## EXERCISE OBJECTIVE
The lines needed are those below that contain the word "edges"; copy each one.

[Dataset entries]

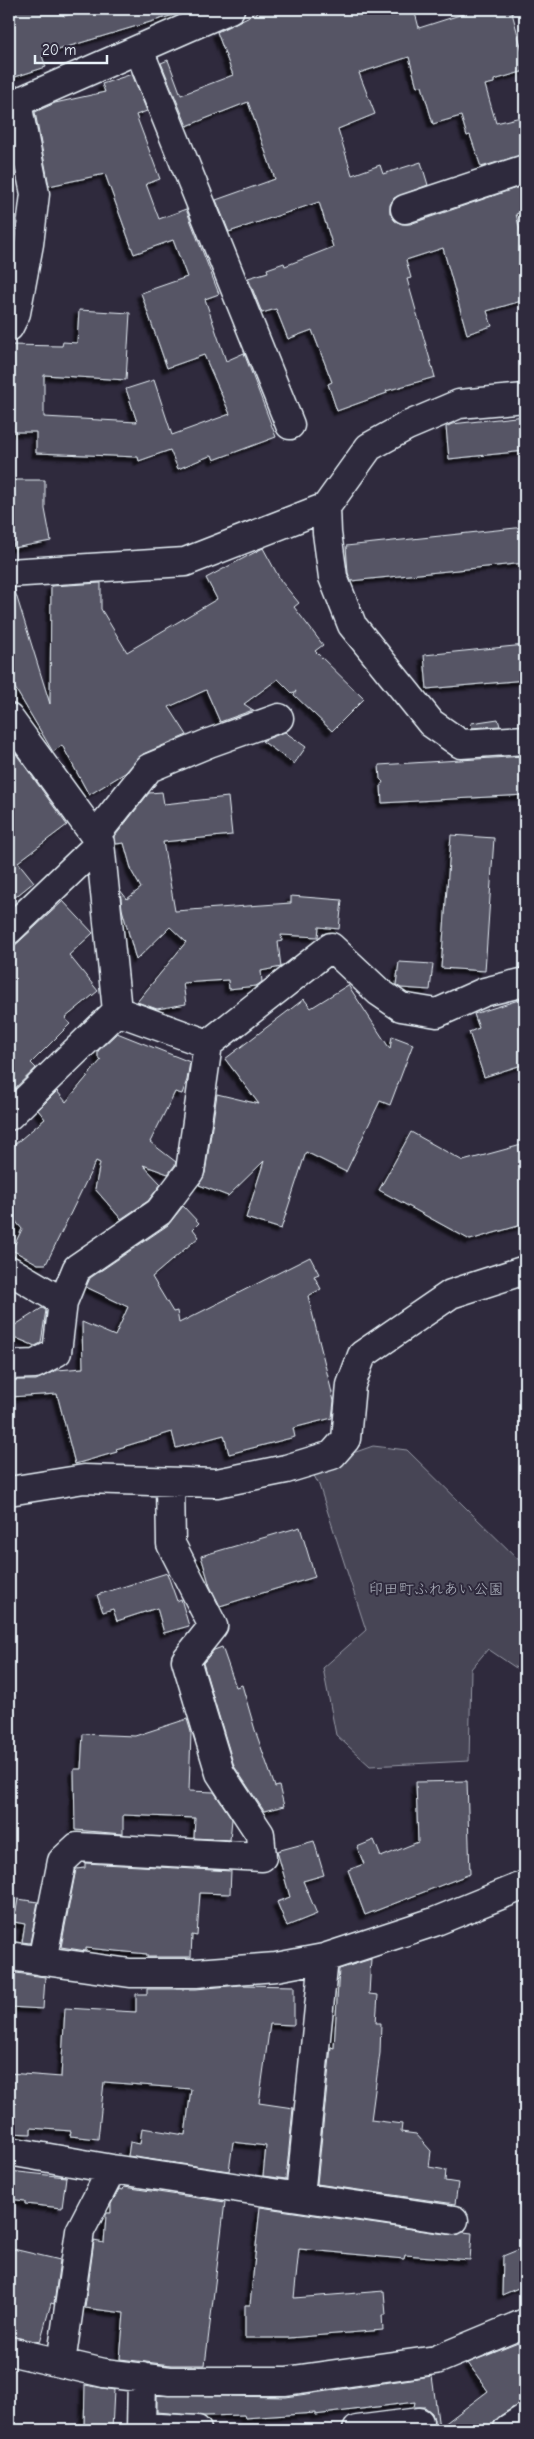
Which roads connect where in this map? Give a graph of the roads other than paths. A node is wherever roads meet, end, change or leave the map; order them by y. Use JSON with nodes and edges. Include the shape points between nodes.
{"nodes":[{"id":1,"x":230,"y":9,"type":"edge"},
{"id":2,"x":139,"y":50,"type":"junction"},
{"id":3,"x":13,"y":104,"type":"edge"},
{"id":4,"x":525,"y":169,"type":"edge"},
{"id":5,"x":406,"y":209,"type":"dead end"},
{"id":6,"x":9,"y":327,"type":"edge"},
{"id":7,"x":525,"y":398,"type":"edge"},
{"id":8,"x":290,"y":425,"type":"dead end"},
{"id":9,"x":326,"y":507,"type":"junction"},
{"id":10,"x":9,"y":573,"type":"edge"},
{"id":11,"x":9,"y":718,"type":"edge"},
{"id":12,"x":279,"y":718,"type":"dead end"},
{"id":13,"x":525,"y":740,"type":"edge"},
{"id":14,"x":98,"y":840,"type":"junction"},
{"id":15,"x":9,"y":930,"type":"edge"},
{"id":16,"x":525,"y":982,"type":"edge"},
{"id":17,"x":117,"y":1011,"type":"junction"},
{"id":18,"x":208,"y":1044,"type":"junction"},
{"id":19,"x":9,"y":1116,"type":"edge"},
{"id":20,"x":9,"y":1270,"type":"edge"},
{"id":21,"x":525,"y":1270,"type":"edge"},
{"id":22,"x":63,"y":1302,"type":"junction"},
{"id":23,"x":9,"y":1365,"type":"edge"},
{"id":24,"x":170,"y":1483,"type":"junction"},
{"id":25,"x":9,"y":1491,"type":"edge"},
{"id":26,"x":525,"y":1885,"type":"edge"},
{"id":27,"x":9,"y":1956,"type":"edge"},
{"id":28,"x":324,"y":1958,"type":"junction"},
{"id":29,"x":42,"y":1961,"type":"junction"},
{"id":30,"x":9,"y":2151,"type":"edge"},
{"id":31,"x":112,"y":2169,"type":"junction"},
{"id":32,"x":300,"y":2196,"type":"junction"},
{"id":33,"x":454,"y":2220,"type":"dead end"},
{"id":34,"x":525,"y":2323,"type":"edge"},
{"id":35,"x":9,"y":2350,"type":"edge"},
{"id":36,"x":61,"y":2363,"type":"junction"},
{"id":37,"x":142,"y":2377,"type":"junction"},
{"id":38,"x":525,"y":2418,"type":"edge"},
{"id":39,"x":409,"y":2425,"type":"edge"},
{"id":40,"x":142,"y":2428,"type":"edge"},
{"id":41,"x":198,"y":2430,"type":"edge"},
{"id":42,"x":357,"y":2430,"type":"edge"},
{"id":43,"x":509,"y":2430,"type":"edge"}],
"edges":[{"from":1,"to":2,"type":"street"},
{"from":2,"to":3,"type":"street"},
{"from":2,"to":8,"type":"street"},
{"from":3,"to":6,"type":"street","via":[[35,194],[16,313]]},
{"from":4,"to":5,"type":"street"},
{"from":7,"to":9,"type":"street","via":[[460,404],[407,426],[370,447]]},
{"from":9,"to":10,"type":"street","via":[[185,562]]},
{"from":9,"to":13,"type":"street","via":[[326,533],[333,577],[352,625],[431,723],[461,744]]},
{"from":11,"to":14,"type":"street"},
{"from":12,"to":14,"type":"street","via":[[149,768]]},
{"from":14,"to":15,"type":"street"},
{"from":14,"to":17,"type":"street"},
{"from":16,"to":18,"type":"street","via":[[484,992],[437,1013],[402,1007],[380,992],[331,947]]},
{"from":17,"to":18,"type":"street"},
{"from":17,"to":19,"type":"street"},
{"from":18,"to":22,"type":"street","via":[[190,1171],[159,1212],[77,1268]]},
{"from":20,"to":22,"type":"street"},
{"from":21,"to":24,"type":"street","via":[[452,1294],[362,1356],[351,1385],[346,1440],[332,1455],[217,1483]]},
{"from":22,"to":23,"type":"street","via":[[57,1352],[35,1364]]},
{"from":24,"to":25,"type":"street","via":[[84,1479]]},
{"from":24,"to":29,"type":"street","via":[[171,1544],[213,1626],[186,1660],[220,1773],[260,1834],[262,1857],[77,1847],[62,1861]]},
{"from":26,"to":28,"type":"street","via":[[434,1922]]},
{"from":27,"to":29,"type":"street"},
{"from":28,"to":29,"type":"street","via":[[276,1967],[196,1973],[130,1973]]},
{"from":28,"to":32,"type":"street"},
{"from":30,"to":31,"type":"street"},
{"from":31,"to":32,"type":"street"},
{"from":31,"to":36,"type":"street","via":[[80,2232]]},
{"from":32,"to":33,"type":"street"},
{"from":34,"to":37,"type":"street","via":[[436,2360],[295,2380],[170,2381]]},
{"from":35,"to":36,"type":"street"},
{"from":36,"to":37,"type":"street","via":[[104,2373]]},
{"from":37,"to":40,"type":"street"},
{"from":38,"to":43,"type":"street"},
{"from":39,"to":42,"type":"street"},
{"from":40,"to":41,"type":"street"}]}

## EXERCISE SOLUTION
Which roads connect where in this map? Give a graph of the roads other than paths. A node is wherever roads meet, end, change or leave the map; order them by y. Use JSON with nodes and edges. Include the shape points between nodes.
"edges":[{"from":1,"to":2,"type":"street"},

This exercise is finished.